Beatrix' relationship with Edith Wharton was particularly important.
Beatrix Farrand was the writer Edith Wharton's niece. Wharton was especially well-connected in the elite social circles of the day and helped to further Beatrix' career by introducing her to many people who soon became her clients. Wharton arranged for Beatrix to do some work for some of their cousins and others: Clement B. Newbold in Pennsylvania, Tom Newbold in New York, and Mrs. Gordon Bell in Connecticut, and Emily Vanderbilt Sloane among others.
Edith Wharton was somewhat of an "arbiter" of taste in American society during the Gilded Age. She wrote books on architecture, gardens and interior decorating among other things. In 1905, Wharton wrote in a letter to a friend, "The American landscape has no foreground and the American mind no background." At this time, Wharton's country estate called "The Mount" in Lenox, Massachusetts was being finished. Like other members of the culturally elite, Wharton felt it necessary to import European elements into her garden design.
In The Golden Age of American Gardens, Mac Griswold explains in part the "trend" of the Country Place Era:
They were built on the crassest piles of American loot, and the cultural history they reveal is one of the frantic borrowing and adaptation of every available garden model.

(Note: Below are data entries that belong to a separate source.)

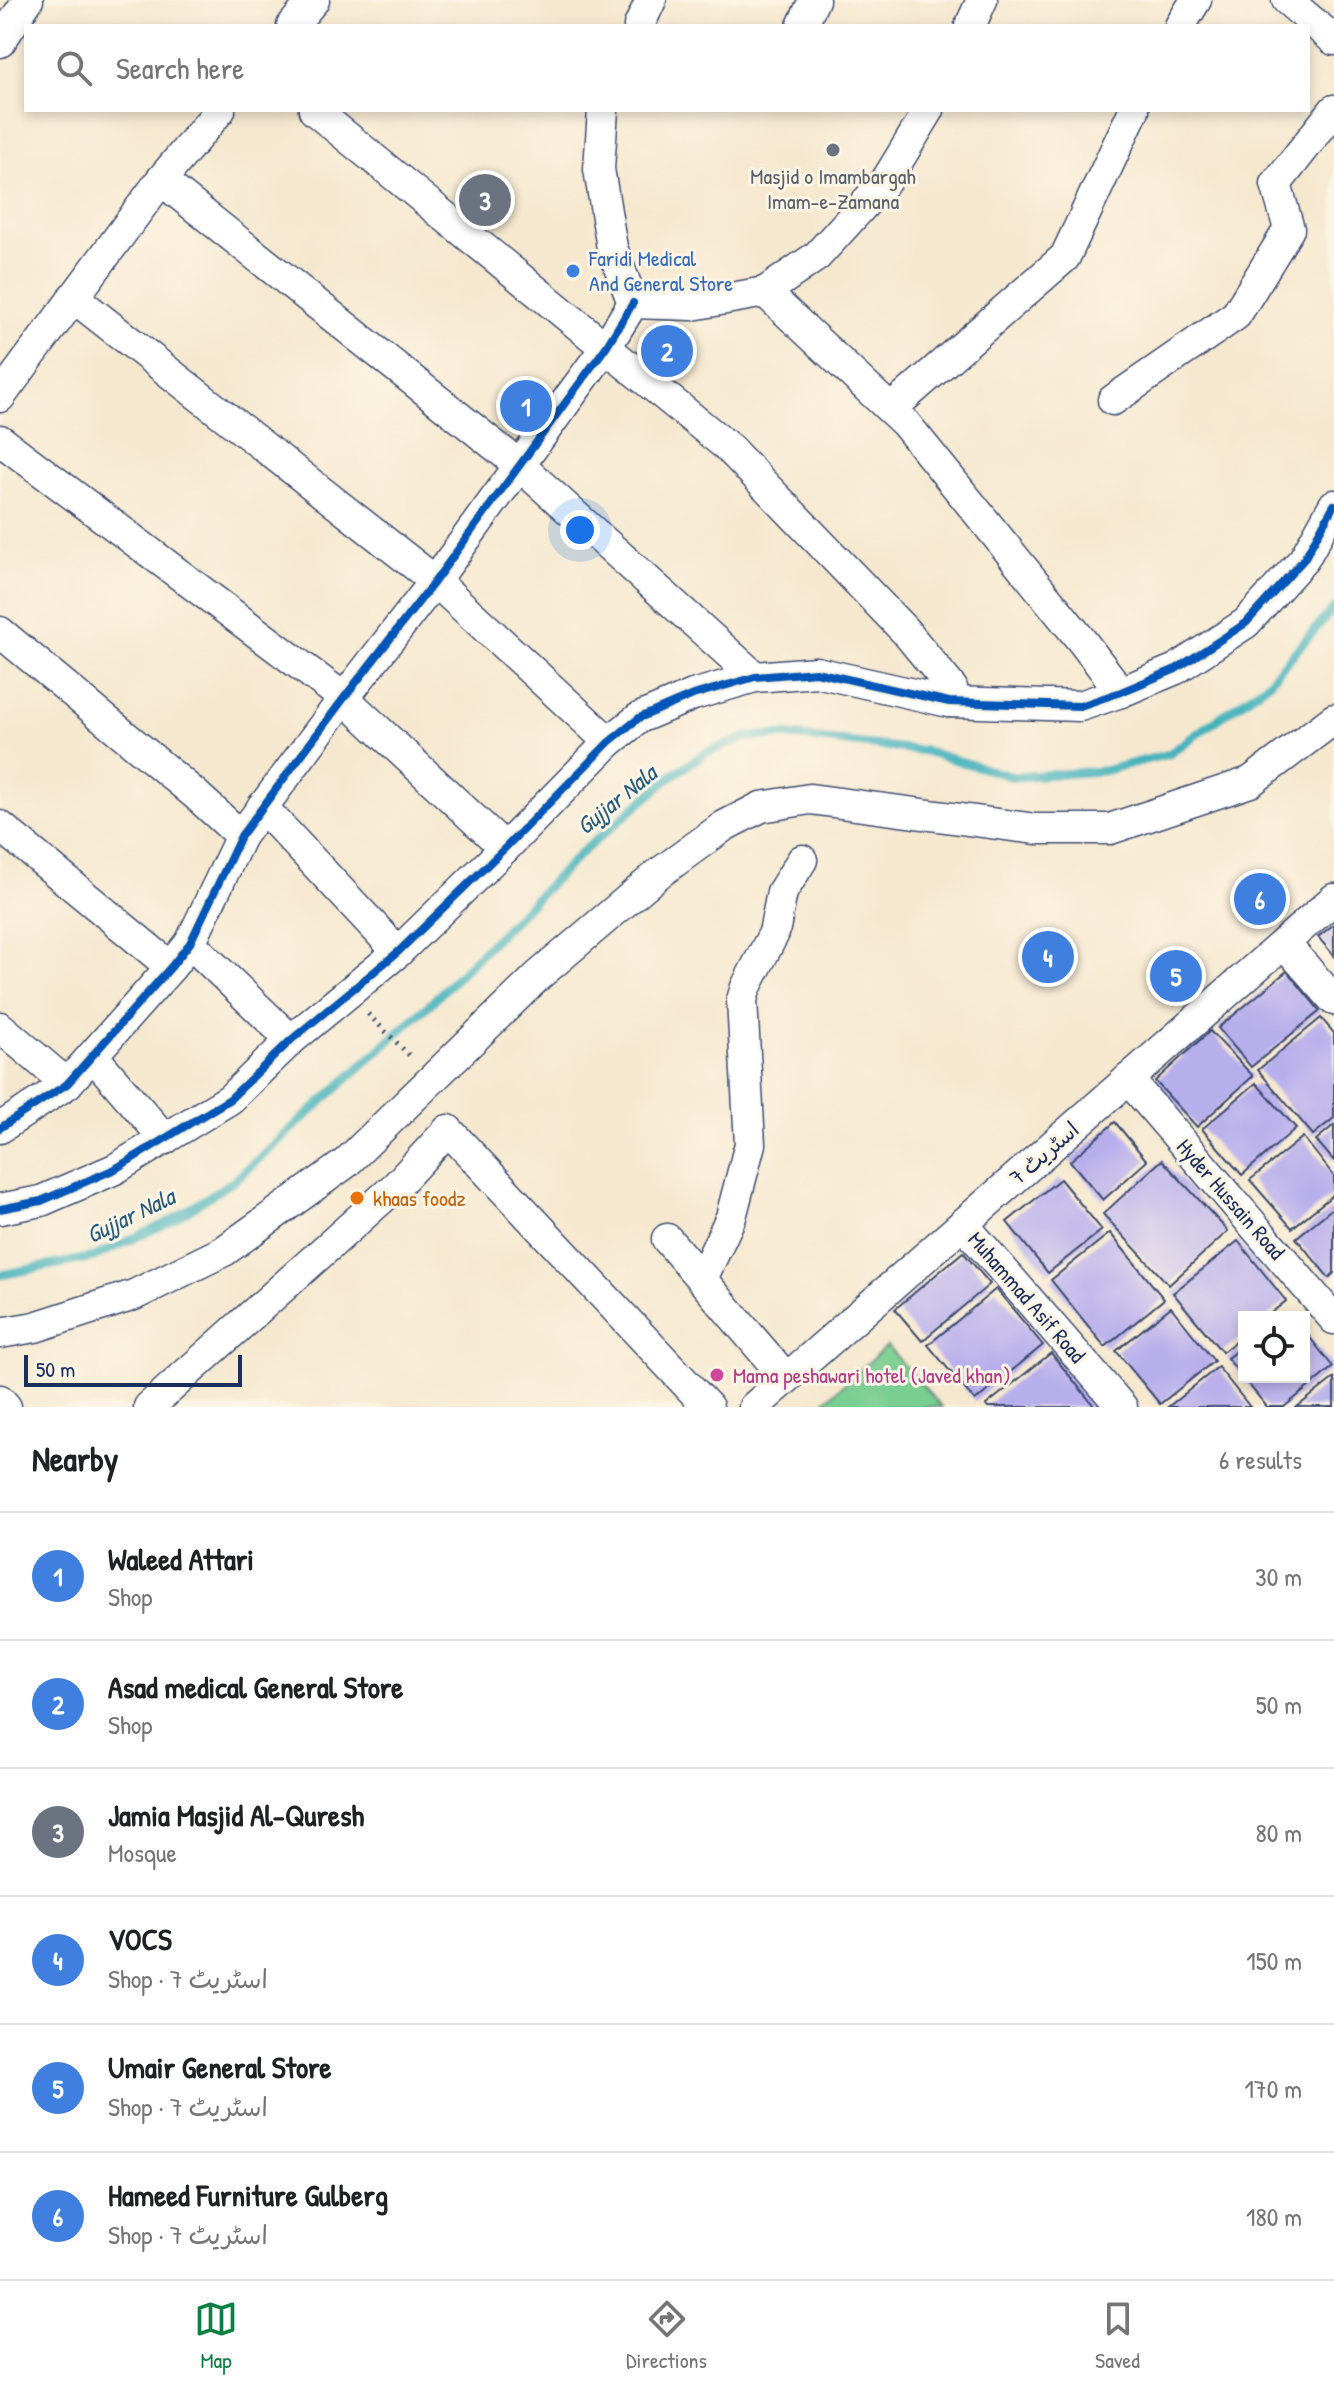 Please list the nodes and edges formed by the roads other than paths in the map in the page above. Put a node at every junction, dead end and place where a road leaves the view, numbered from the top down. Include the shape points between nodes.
1 (28, 0) edge
2 (314, 0) edge
3 (651, 0) edge
4 (814, 0) edge
5 (982, 0) edge
6 (1196, 0) edge
7 (1287, 0) edge
8 (294, 24) edge
9 (640, 24) edge
10 (803, 24) edge
11 (971, 24) edge
12 (1181, 24) edge
13 (1334, 40) edge
14 (0, 42) edge
15 (1334, 110) edge
16 (218, 112) edge
17 (316, 112) edge
18 (603, 112) edge
19 (928, 112) edge
20 (1133, 112) edge
21 (161, 180) junction
22 (765, 292) junction
23 (73, 297) junction
24 (633, 303) junction
25 (606, 347) junction
26 (0, 397) edge
27 (1113, 400) dead end
28 (891, 409) junction
29 (0, 440) edge
30 (518, 464) junction
31 (1334, 505) edge
32 (435, 581) junction
33 (0, 632) edge
34 (755, 677) junction
35 (1121, 692) junction
36 (344, 698) junction
37 (949, 702) junction
38 (1334, 719) edge
39 (609, 742) junction
40 (262, 807) junction
41 (0, 826) edge
42 (241, 836) junction
43 (505, 848) junction
44 (802, 860) dead end
45 (1334, 899) edge
46 (190, 943) junction
47 (1284, 943) junction
48 (398, 952) junction
49 (171, 967) junction
50 (1334, 1000) edge
51 (0, 1027) edge
52 (291, 1040) junction
53 (93, 1056) junction
54 (1128, 1079) junction
55 (67, 1084) junction
56 (0, 1128) edge
57 (165, 1139) junction
58 (0, 1209) edge
59 (963, 1224) junction
60 (667, 1239) dead end
61 (702, 1279) junction
62 (1334, 1319) edge
63 (0, 1333) edge
64 (786, 1378) junction
65 (0, 1400) edge
66 (6, 1407) edge
67 (149, 1407) edge
68 (708, 1407) edge
69 (754, 1407) edge
70 (1122, 1407) edge

1 - 14 street
2 - 8 street
3 - 9 street
4 - 10 street
5 - 11 street
6 - 12 street
7 - 13 street
15 - 27 street via 1276,184 1289,229 1236,315
16 - 21 street
17 - 25 street
18 - 24 street via 601,185 612,248
19 - 22 street via 887,179 817,256
20 - 28 street via 1065,257
21 - 23 street
21 - 30 street
22 - 24 street via 692,305
22 - 28 street
23 - 26 street
23 - 32 street
24 - 25 street
25 - 30 street
25 - 37 street via 729,448 906,632 952,688
28 - 35 street
29 - 36 street
30 - 32 street
30 - 34 street
31 - 35 street via 1304,559 1246,623 1176,669
32 - 36 street
32 - 39 street
33 - 42 street
34 - 37 street via 816,672
34 - 39 street via 639,718
35 - 37 street via 1080,706
36 - 40 street
36 - 43 street
38 - 63 street via 1250,782 1110,829 1036,829 810,799 761,807 724,826 658,874 539,975 346,1163 224,1251 134,1295
39 - 43 street
40 - 42 street
40 - 48 street
41 - 49 street
42 - 46 street
43 - 48 street
44 - 61 street via 782,892 774,933 742,1000 750,1144 731,1217
45 - 47 street, اسٹریٹ 7
46 - 49 street
46 - 52 street
47 - 50 street
47 - 54 street, اسٹریٹ 7
48 - 52 street
49 - 53 street
51 - 55 street
52 - 57 street via 230,1099
53 - 55 street
53 - 57 street
54 - 59 street, اسٹریٹ 7
54 - 62 street, Hyder Hussain Road
55 - 56 street
57 - 58 street via 103,1175 41,1201
59 - 64 street, اسٹریٹ 7
59 - 70 street, Muhammad Asif Road
60 - 61 street
61 - 64 street
64 - 69 street, اسٹریٹ 7
65 - 66 street
67 - 68 street via 396,1186 448,1130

Edith Wharton's estate and garden was representative of the Country Place Era in the United States which began in the later nineteenth century and virtually ended 1920s as the Great Depression approached. Both architects and landscape architects were much in demand during this era and received large commissions for the designing and building of the gardens for these actual "country estates." Later in the thirties, there was a grand shift that made public projects come to the forefront.

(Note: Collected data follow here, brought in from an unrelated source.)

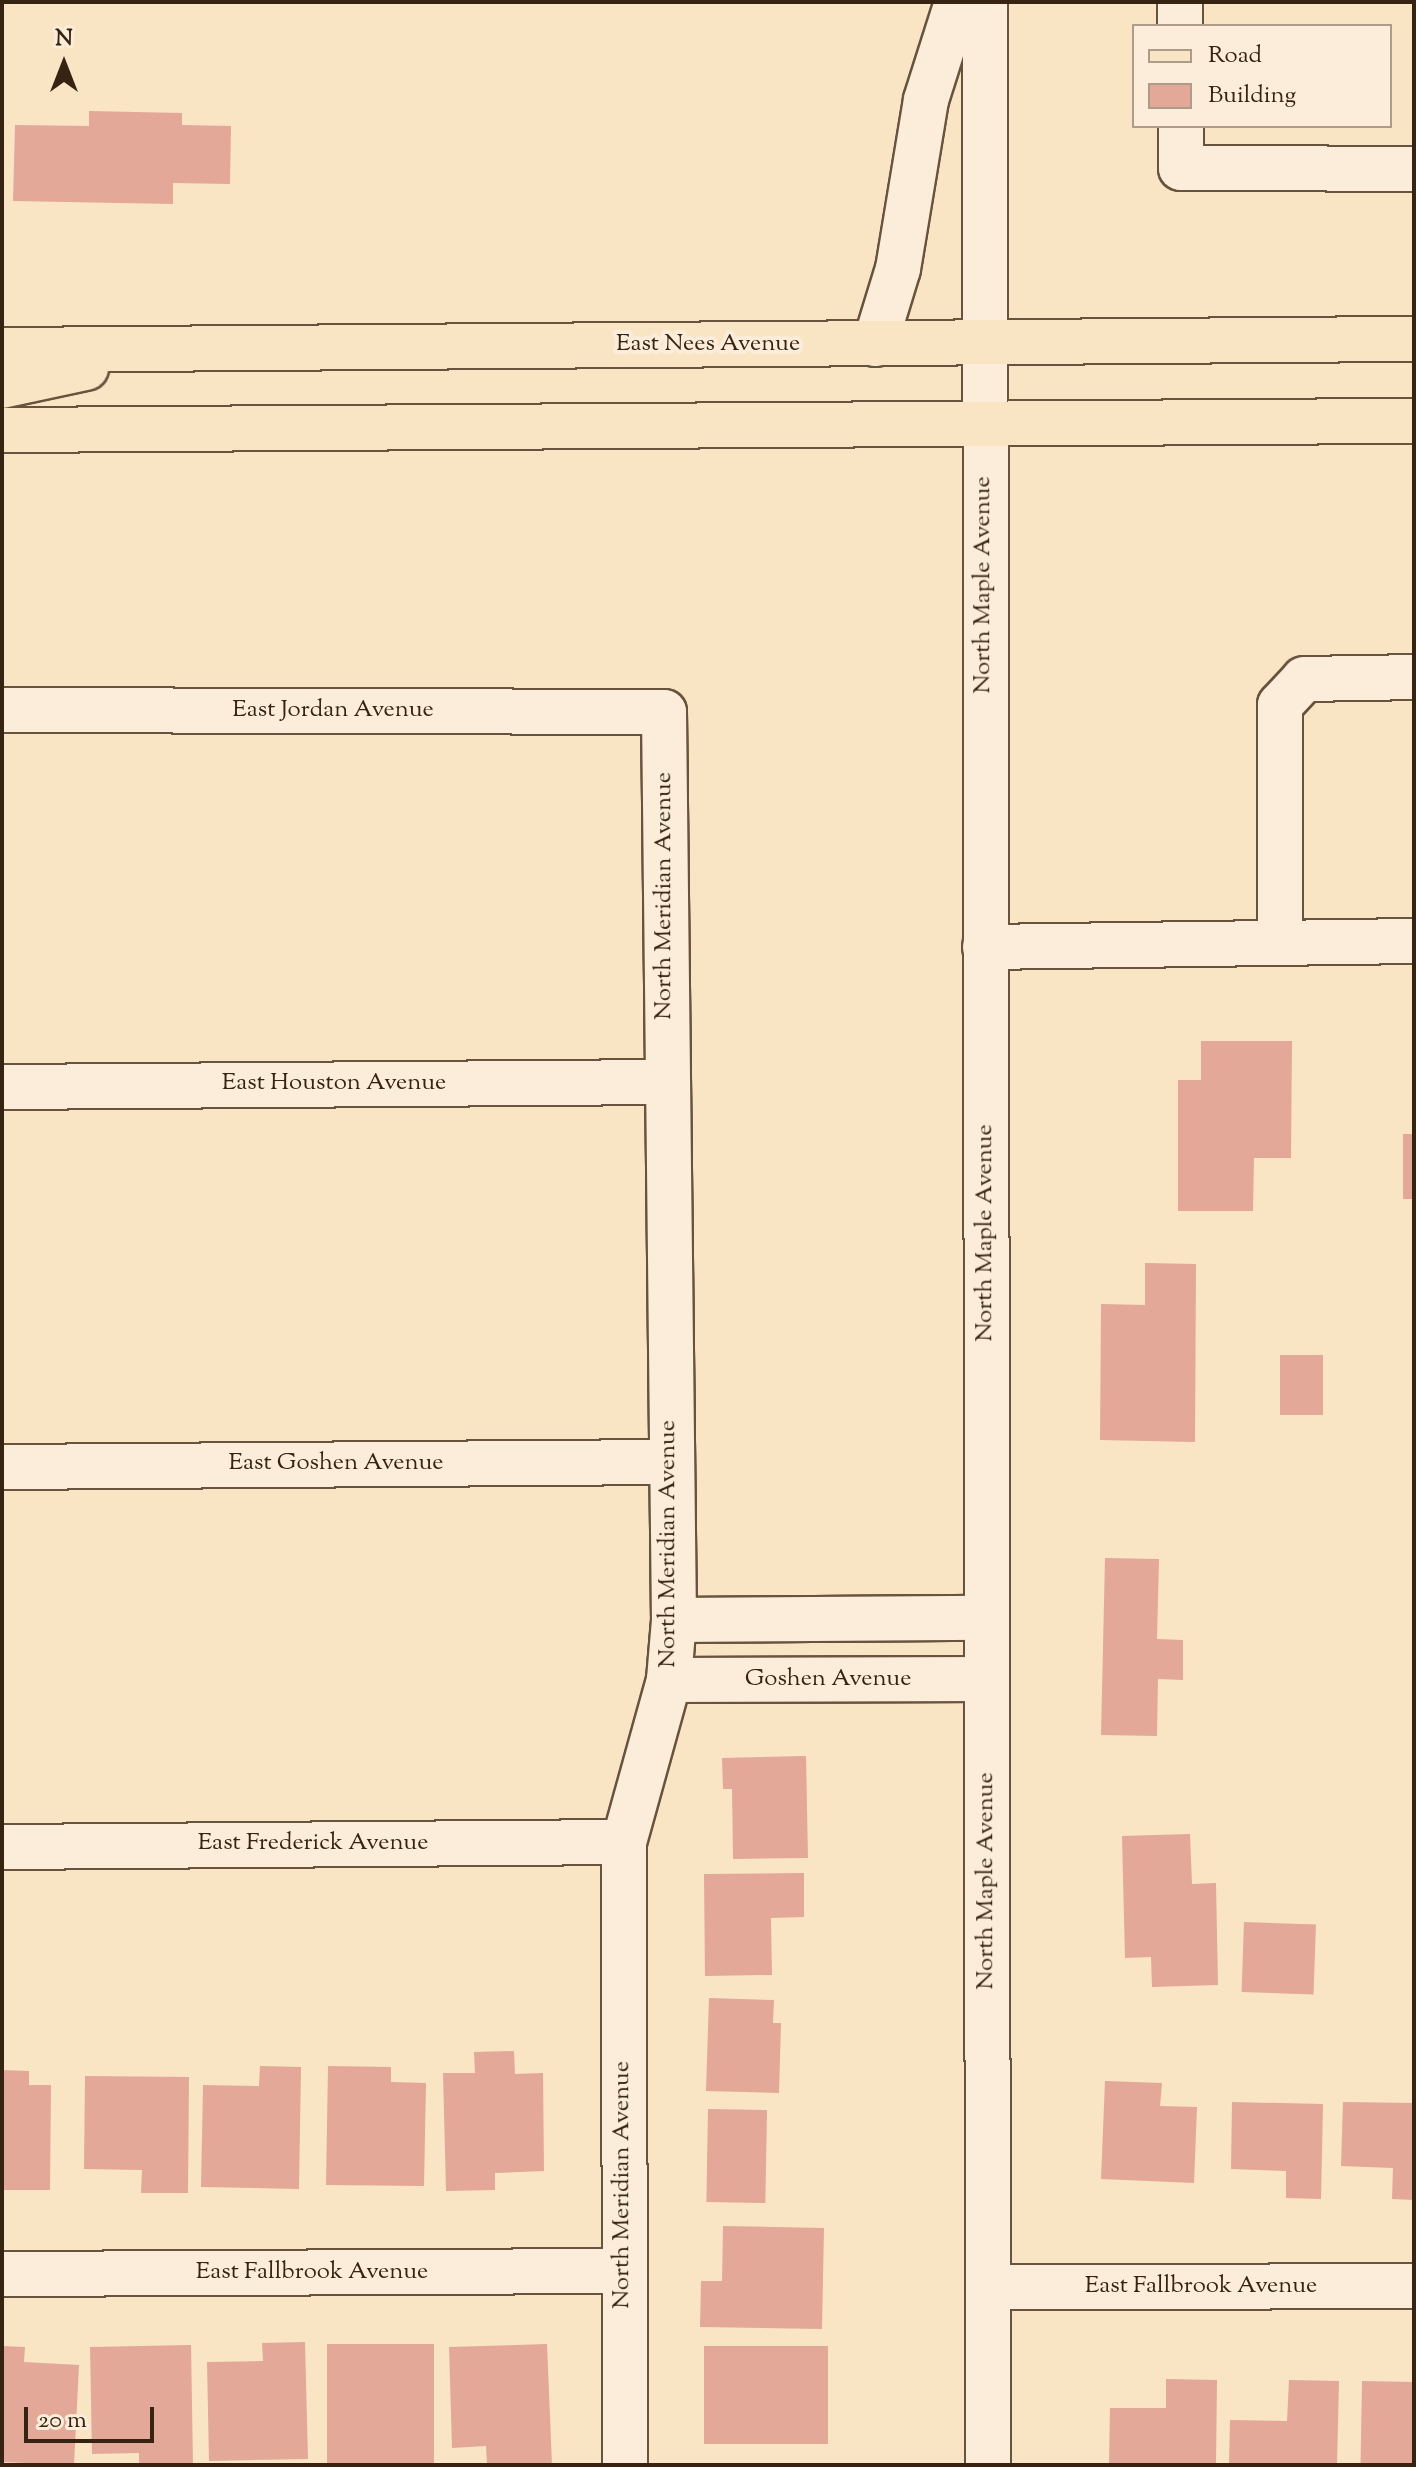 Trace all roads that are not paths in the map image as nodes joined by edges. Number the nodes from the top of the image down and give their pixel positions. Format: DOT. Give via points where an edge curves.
graph roads {
  1 [pos="957,2"];
  2 [pos="985,2"];
  3 [pos="1180,2"];
  4 [pos="1180,24"];
  5 [pos="1181,128"];
  6 [pos="1414,169"];
  7 [pos="1414,339"];
  8 [pos="985,343"];
  9 [pos="875,344"];
  10 [pos="182,347"];
  11 [pos="2,350"];
  12 [pos="2,386"];
  13 [pos="984,421"];
  14 [pos="1414,421"];
  15 [pos="2,430"];
  16 [pos="1414,677"];
  17 [pos="2,710"];
  18 [pos="664,712"];
  19 [pos="1414,941"];
  20 [pos="1280,943"];
  21 [pos="985,947"];
  22 [pos="666,1082"];
  23 [pos="2,1087"];
  24 [pos="669,1462"];
  25 [pos="2,1467"];
  26 [pos="987,1618"];
  27 [pos="674,1620"];
  28 [pos="987,1679"];
  29 [pos="669,1680"];
  30 [pos="624,1842"];
  31 [pos="2,1847"];
  32 [pos="622,2271"];
  33 [pos="2,2274"];
  34 [pos="1414,2286"];
  35 [pos="988,2287"];
  36 [pos="625,2465"];
  37 [pos="988,2465"];
  1 -- 9 [label="street" via="926,100 898,269"];
  2 -- 8 [label="street, North Maple Avenue"];
  3 -- 4 [label="street"];
  5 -- 6 [label="street" via="1181,168"];
  7 -- 8 [label="main road, East Nees Avenue"];
  8 -- 9 [label="main road, East Nees Avenue"];
  8 -- 13 [label="street, North Maple Avenue"];
  9 -- 10 [label="main road, East Nees Avenue"];
  10 -- 11 [label="main road, East Nees Avenue"];
  10 -- 12 [label="main road"];
  13 -- 14 [label="main road"];
  13 -- 15 [label="main road"];
  13 -- 21 [label="street, North Maple Avenue"];
  16 -- 20 [label="street" via="1304,679 1280,705"];
  17 -- 18 [label="street, East Jordan Avenue"];
  18 -- 22 [label="street, North Meridian Avenue"];
  19 -- 20 [label="street"];
  20 -- 21 [label="street"];
  21 -- 26 [label="street, North Maple Avenue"];
  22 -- 23 [label="street, East Houston Avenue"];
  22 -- 24 [label="street, North Meridian Avenue"];
  24 -- 25 [label="street, East Goshen Avenue"];
  24 -- 27 [label="street, North Meridian Avenue"];
  26 -- 27 [label="street"];
  26 -- 28 [label="street, North Maple Avenue"];
  27 -- 29 [label="street, North Meridian Avenue"];
  28 -- 29 [label="street, Goshen Avenue"];
  28 -- 35 [label="street, North Maple Avenue"];
  29 -- 30 [label="street, North Meridian Avenue"];
  30 -- 31 [label="street, East Frederick Avenue"];
  30 -- 32 [label="street, North Meridian Avenue"];
  32 -- 33 [label="street, East Fallbrook Avenue"];
  32 -- 36 [label="street, North Meridian Avenue"];
  34 -- 35 [label="street, East Fallbrook Avenue"];
  35 -- 37 [label="street, North Maple Avenue"];
}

"The Mount" was set in the Berkshire Mountains of western Massachusetts which certainly provided a picturesque backdrop for Wharton's country estate. The term "backdrop" is significant. A panoramic view of the American mountains was valuable only with the contrast to the imposed geometry of a formal garden. Wharton explicated in her Italian Villas and Their Gardens(1904) that European garden elements could not simply be appropriated into the American landscape, or any landscape. Instead, these garden elements and ideas had to be fitted correctly into their own existing landscape settings. Wharton illustrates:
The cult of the of the Italian garden has spread from England to America, and there is a general feeling that, by placing a marble bench here and a sun-dial there, Italian "effects" may be achieved. The results produced, even where much money and thought have been expended, are not altogether satisfactory; and some critics have thence inferred that the Italian garden is , so to speak, untranslatable, that it cannot be adequately rendered in another landscape and another age.......There is much to be learned from the old Italian gardens, and the first lesson is that, if they are to be a real inspiration, they must be copied,not in the letter but in the spirit. That is, a marble sarcophagus and a dozen twisted columns will not make an Italian garden; but a piece of ground laid out and planted on the principles of the old garden-craft will be, not indeed an Italian garden in the literal sense, but, what is far better, a garden as well adapted to its surroundings as were the models which inspired it.
Interestingly enough, Wharton had had her gardens at "The Mount" designed on her assumptions about Italian gardens. These designs were planned before Wharton researched and wrote her articles about Italian gardens and villas. Beatrix Farrand actually designed Edith's kitchen garden at "The Mount"; a design drawing dates from July 14, 1901.